Sunday, May 31, 2009

Temporary Insanity Defense Used For Years

Richard Clarke, former chief counter-terrorism adviser on the U.S. National Security Council, is sick and tired of the "White House 9/11 trauma defense" used by Cheney and Condi Rice to explain every bad decision they made for years. Clarke rebukes their "you had to be there" excuse, because he was there:
"[L]istening to Cheney and Rice, it seems that they want to be excused for the measures they authorized after the attacks on the grounds that 9/11 was traumatic.... I have little sympathy for this argument. Yes, we went for days with little sleep, and we all assumed that more attacks were coming. But the decisions that Bush officials made in the following months and years -- on Iraq, on detentions, on interrogations, on wiretapping -- were not appropriate. Careful analysis could have replaced the impulse to break all the rules, even more so because the Sept. 11 attacks, though horrifying, should not have surprised senior officials. Cheney's admission that 9/11 caused him to reassess the threats to the nation only underscores how, for months, top officials had ignored warnings from the CIA and the NSC staff that urgent action was needed to preempt a major al-Qaeda attack.

Thus, when Bush's inner circle first really came to grips with the threat of terrorism, they did so in a state of shock -- a bad state in which to develop a coherent response. Fearful of new attacks, they authorized the most extreme measures available, without assessing whether they were really a good idea. [...]

Dick Cheney and Condoleezza Rice may have been surprised by the attacks of Sept. 11, 2001 -- but it was because they had not listened. And their surprise led them to adopt extreme counterterrorism techniques -- but it was because they rejected, without analysis, the tactics the Clinton administration had used. The measures they uncritically adopted, which they simply assumed were the best available, were in fact unnecessary and counterproductive."
The Washington Monthly points out:
As Clarke noted, folks like Cheney and Rice want to emphasize the "trauma defense" to rationalize wrongdoing. But in the next breath, these same top officials say every decision they made was sound, legal, justified.
Maybe you can panic for 48 hours, 72 hours. The notion that the shock and psychological trauma of 9/11 excuses actions taken months or years later is just asinine.
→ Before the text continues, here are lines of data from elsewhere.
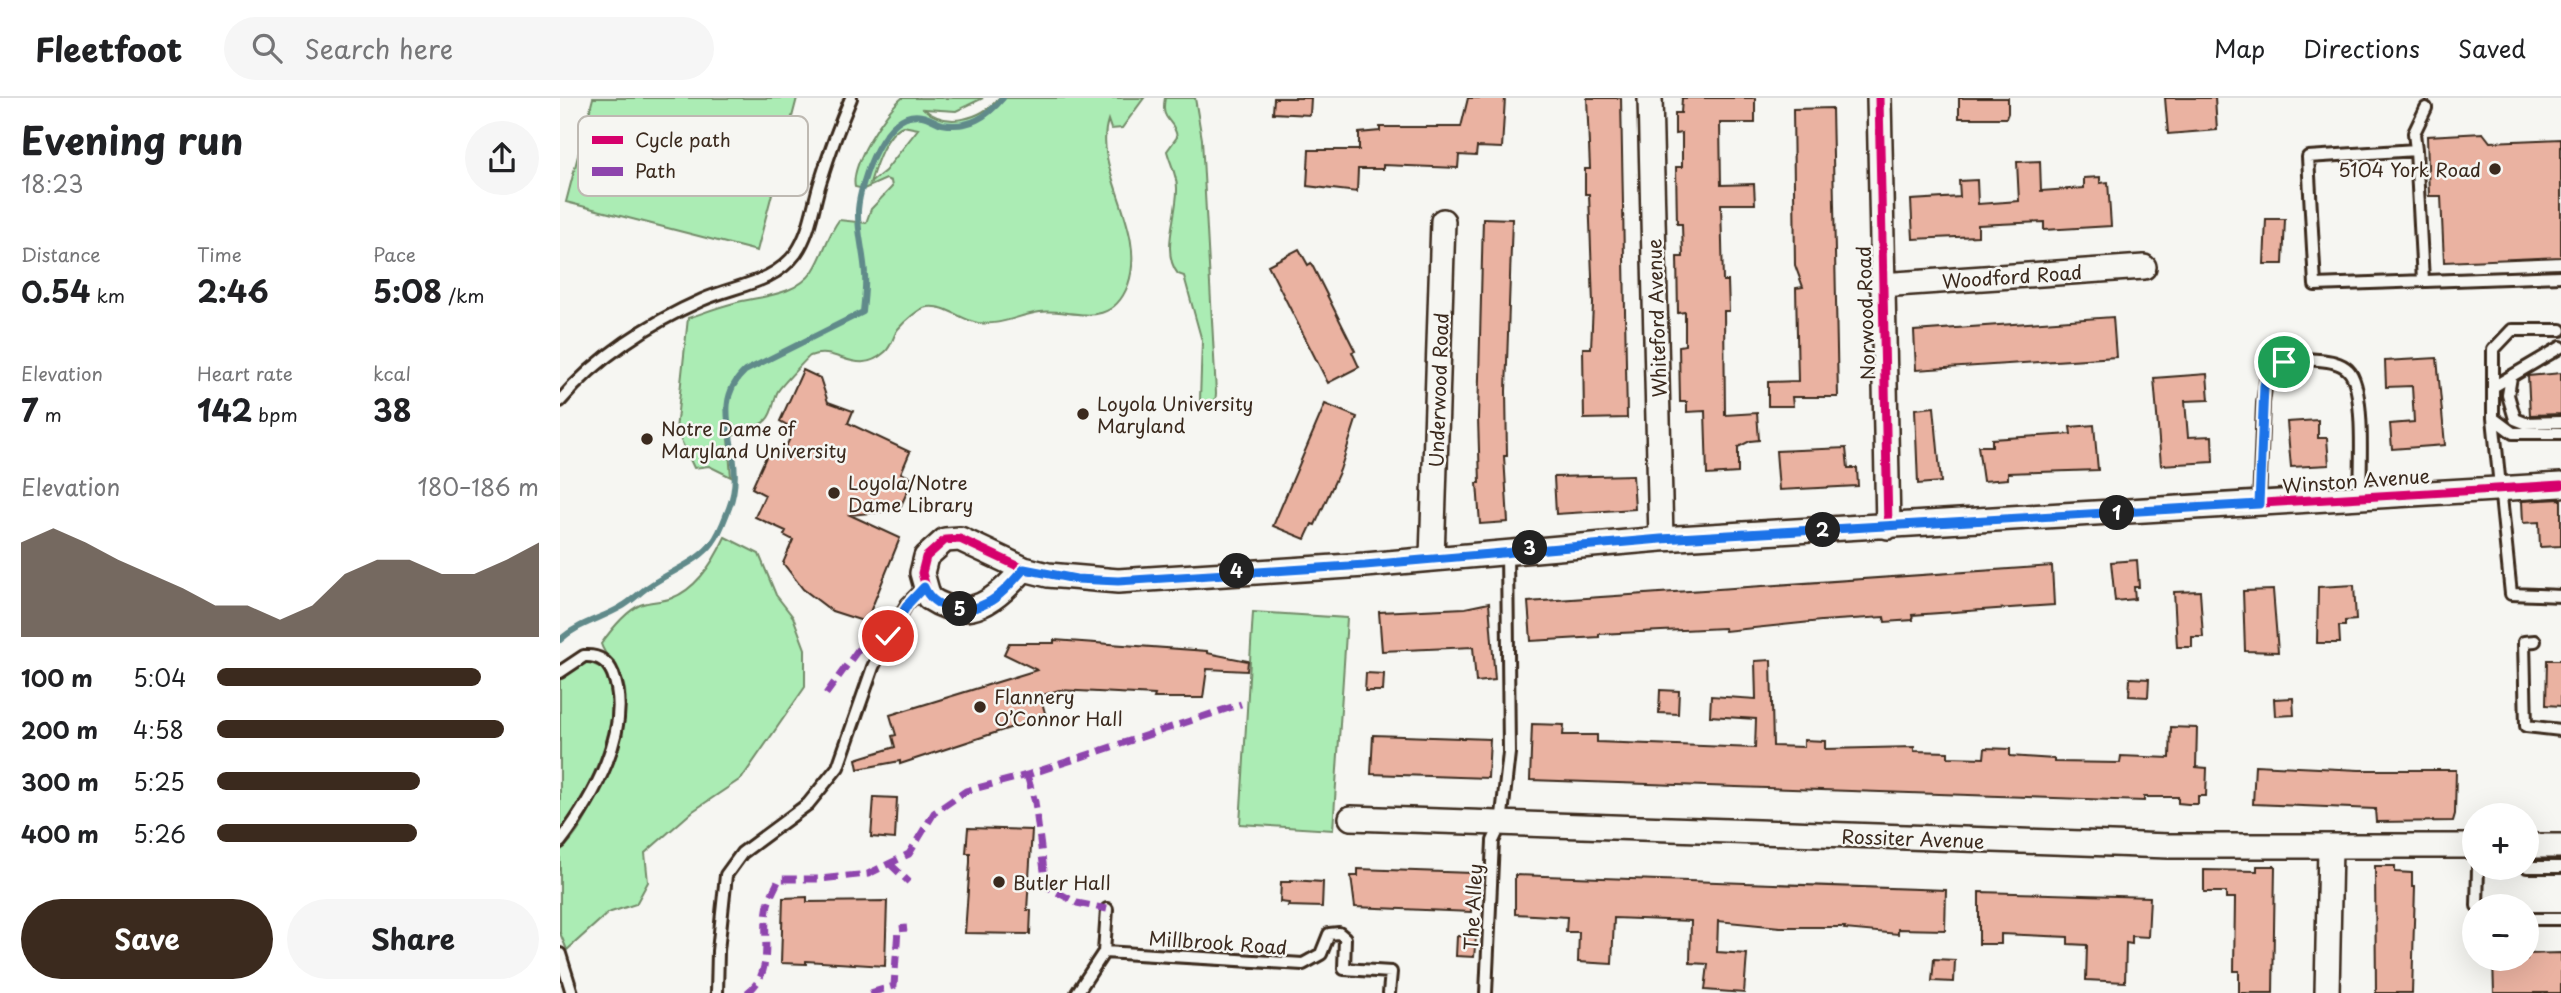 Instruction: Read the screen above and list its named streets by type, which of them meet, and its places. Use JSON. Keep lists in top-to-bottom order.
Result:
{
  "streets": {
    "street": [
      "Woodford Road",
      "Norwood Road",
      "Whiteford Avenue",
      "Underwood Road",
      "Winston Avenue",
      "Rossiter Avenue"
    ],
    "lane": ["The Alley", "Millbrook Road"]
  },
  "crossings": [
    ["Woodford Road", "Norwood Road"],
    ["Norwood Road", "Winston Avenue"],
    ["Whiteford Avenue", "Winston Avenue"],
    ["Underwood Road", "Winston Avenue"],
    ["Winston Avenue", "The Alley"],
    ["Rossiter Avenue", "The Alley"]
  ],
  "places": [
    "5104 York Road",
    "Loyola University Maryland",
    "Notre Dame of Maryland University",
    "Loyola/Notre Dame Library",
    "Flannery O’Connor Hall",
    "Butler Hall"
  ],
  "legend": ["Cycle path", "Path"],
  "page": {
    "header": "Fleetfoot",
    "search": "Search here",
    "nav": ["Map", "Directions", "Saved"],
    "heading": ["Evening run", "18:23"],
    "stats": [
      ["Distance", "0.54 km"],
      ["Time", "2:46"],
      ["Pace", "5:08 /km"],
      ["Elevation", "7 m"],
      ["Heart rate", "142 bpm"],
      ["kcal", "38"]
    ],
    "chart": ["Elevation", "180–186 m"],
    "pins": [
      "1",
      "2",
      "3",
      "4",
      "5"
    ],
    "list": [
      {
        "name": "100 m",
        "note": "5:04"
      },
      {
        "name": "200 m",
        "note": "4:58"
      },
      {
        "name": "300 m",
        "note": "5:25"
      },
      {
        "name": "400 m",
        "note": "5:26"
      }
    ],
    "map_buttons": ["+", "−"],
    "buttons": ["Save", "Share"]
  }
} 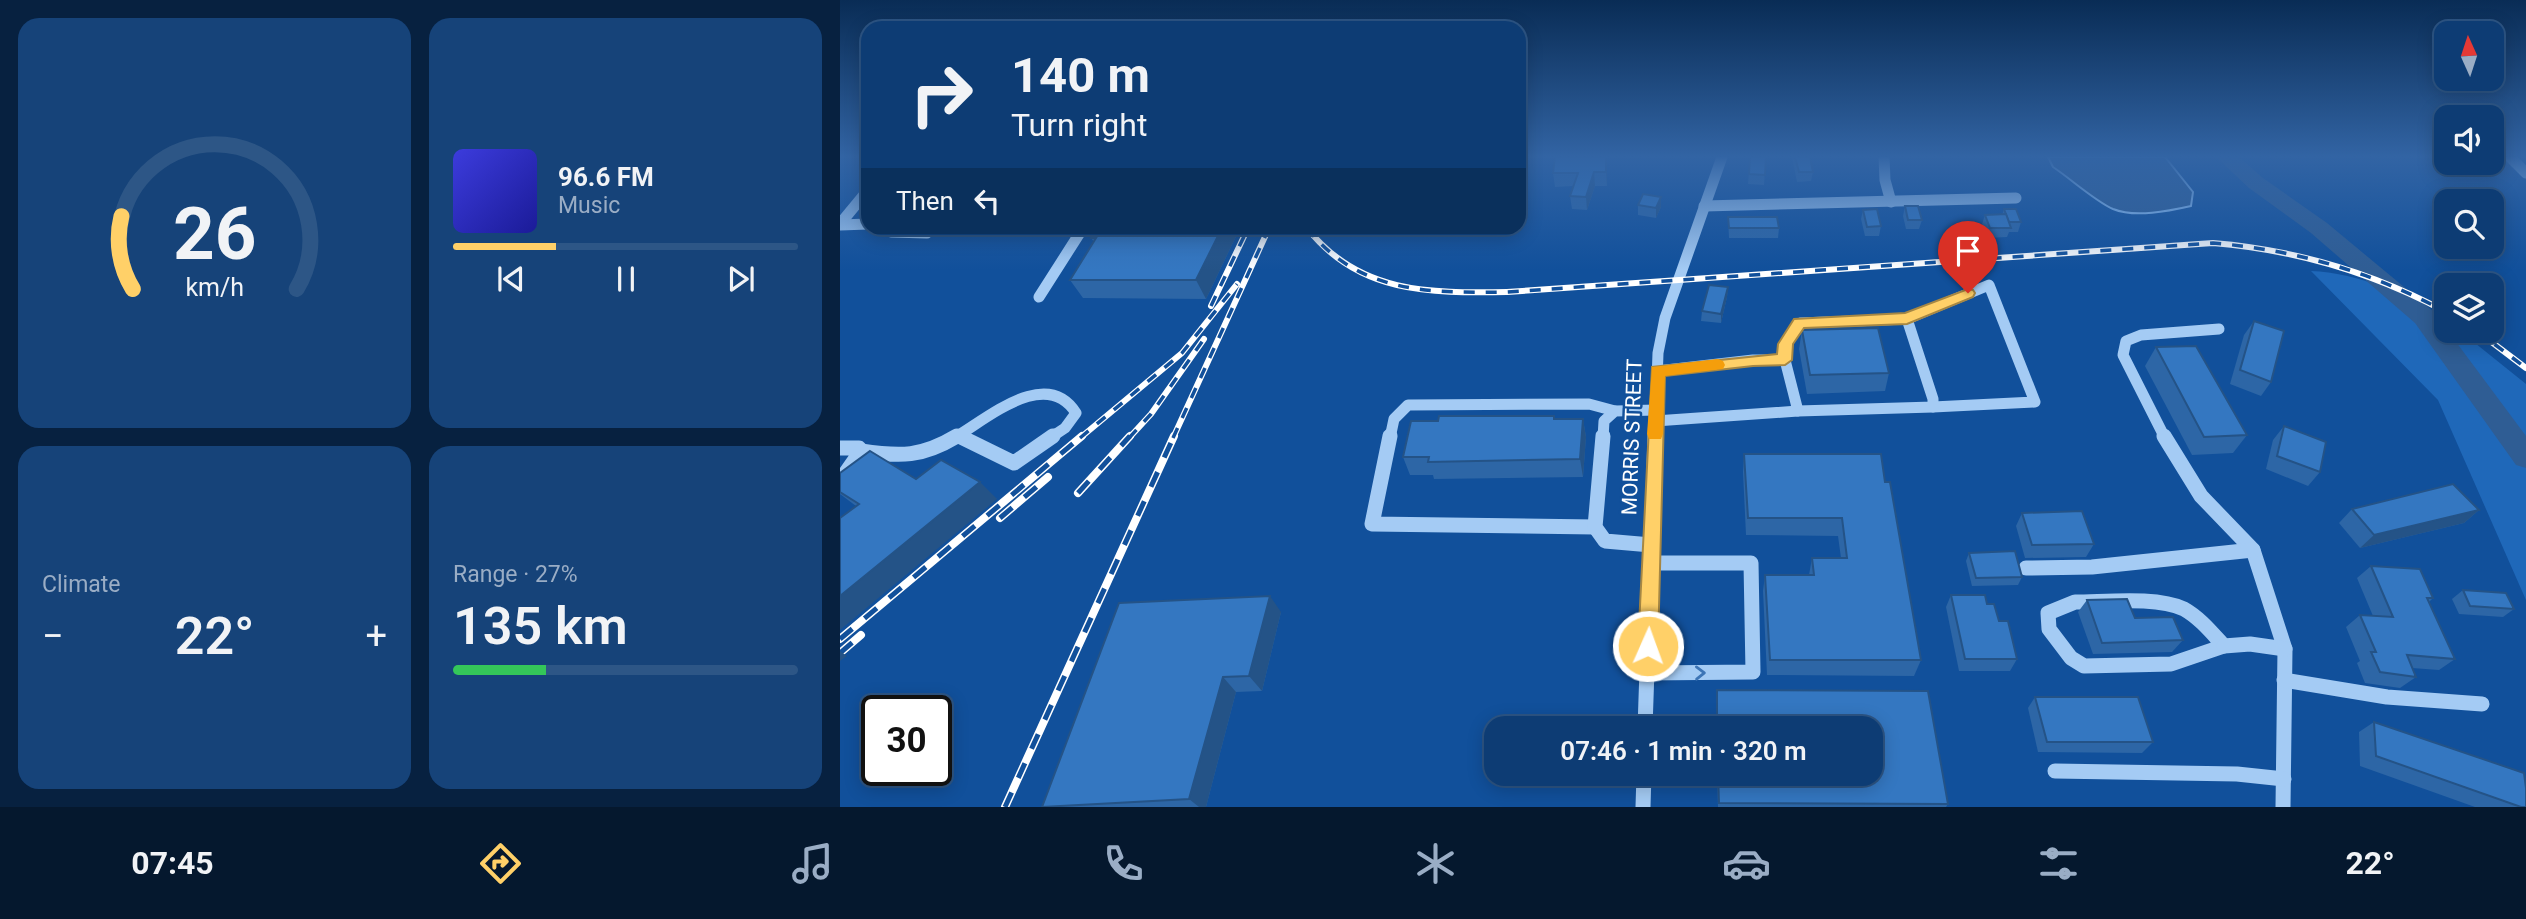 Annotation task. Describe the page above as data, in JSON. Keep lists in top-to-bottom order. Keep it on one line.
{"streets":{"street":["MORRIS STREET"]},"north":"top","page":{"turn":["140 m","Turn right"],"song":["96.6 FM","Music"],"then":"Then","tile":["Climate",["Range · 27%","135 km"]],"heat":["−","22°","+"],"limit":"30","trip":"07:46 · 1 min · 320 m","tabs":["07:45","22°"],"gauge":["26","km/h"]}} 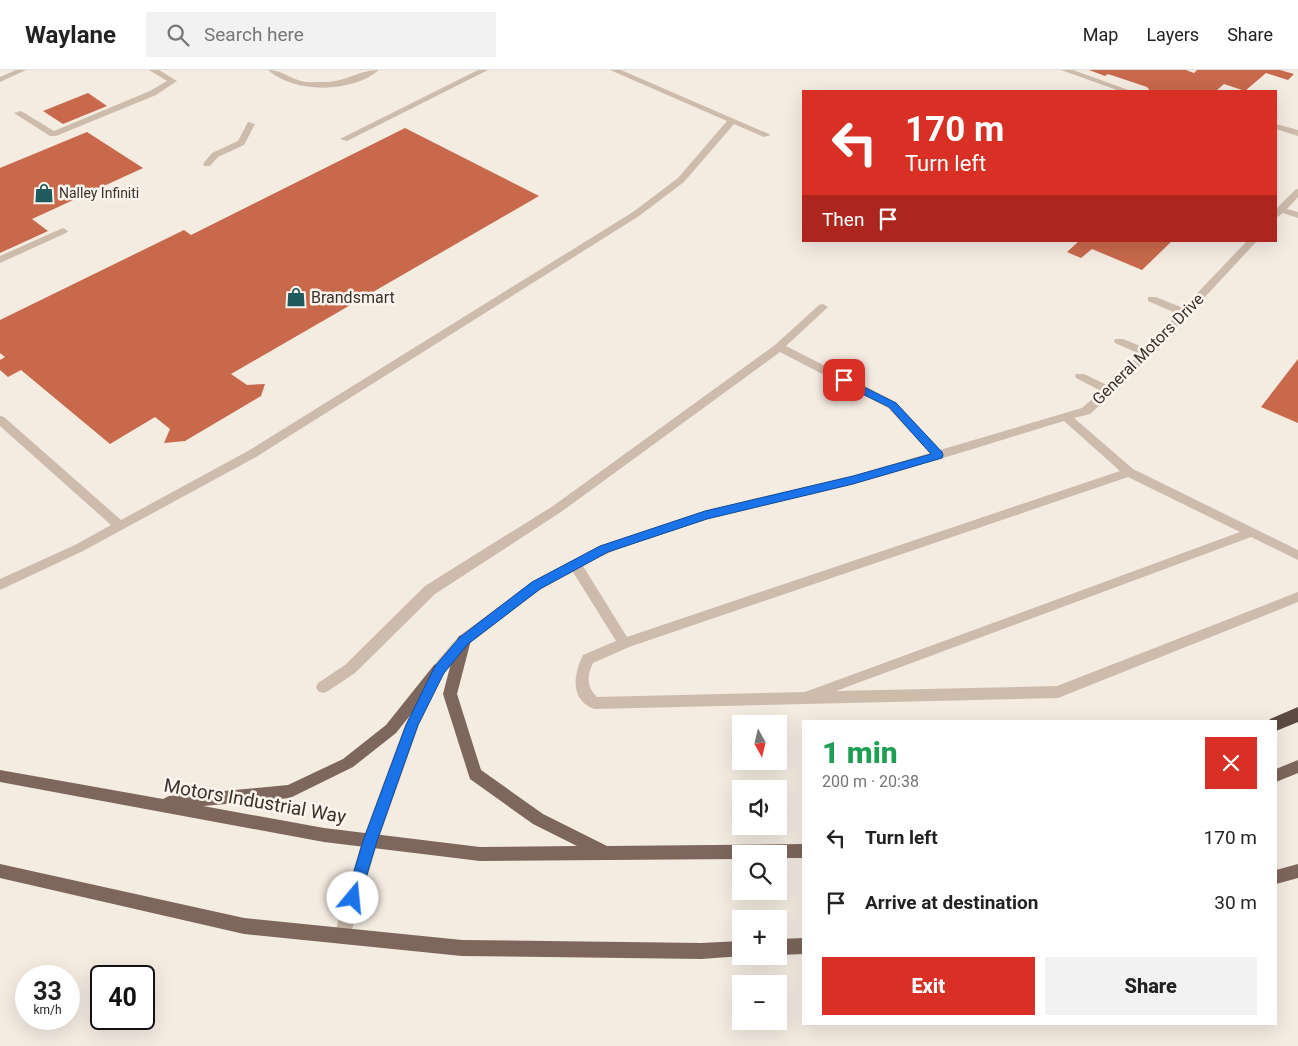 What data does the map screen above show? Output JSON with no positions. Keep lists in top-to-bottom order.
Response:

The fact is, the Bush Administration did not listen to anyone prior to 9/11, demoting Clarke from a cabinet-level position proves this. They demoted the top counter-terrorism expert! Then after 9/11, the Bush Administration concocted WMD fables, discounted UN inspector Hans Blix, put an intellectual pygmy like Rumsfeld in charge of everything and pretty much told the world to eff-off.

The coward dies a thousand deaths. The hero dies just once.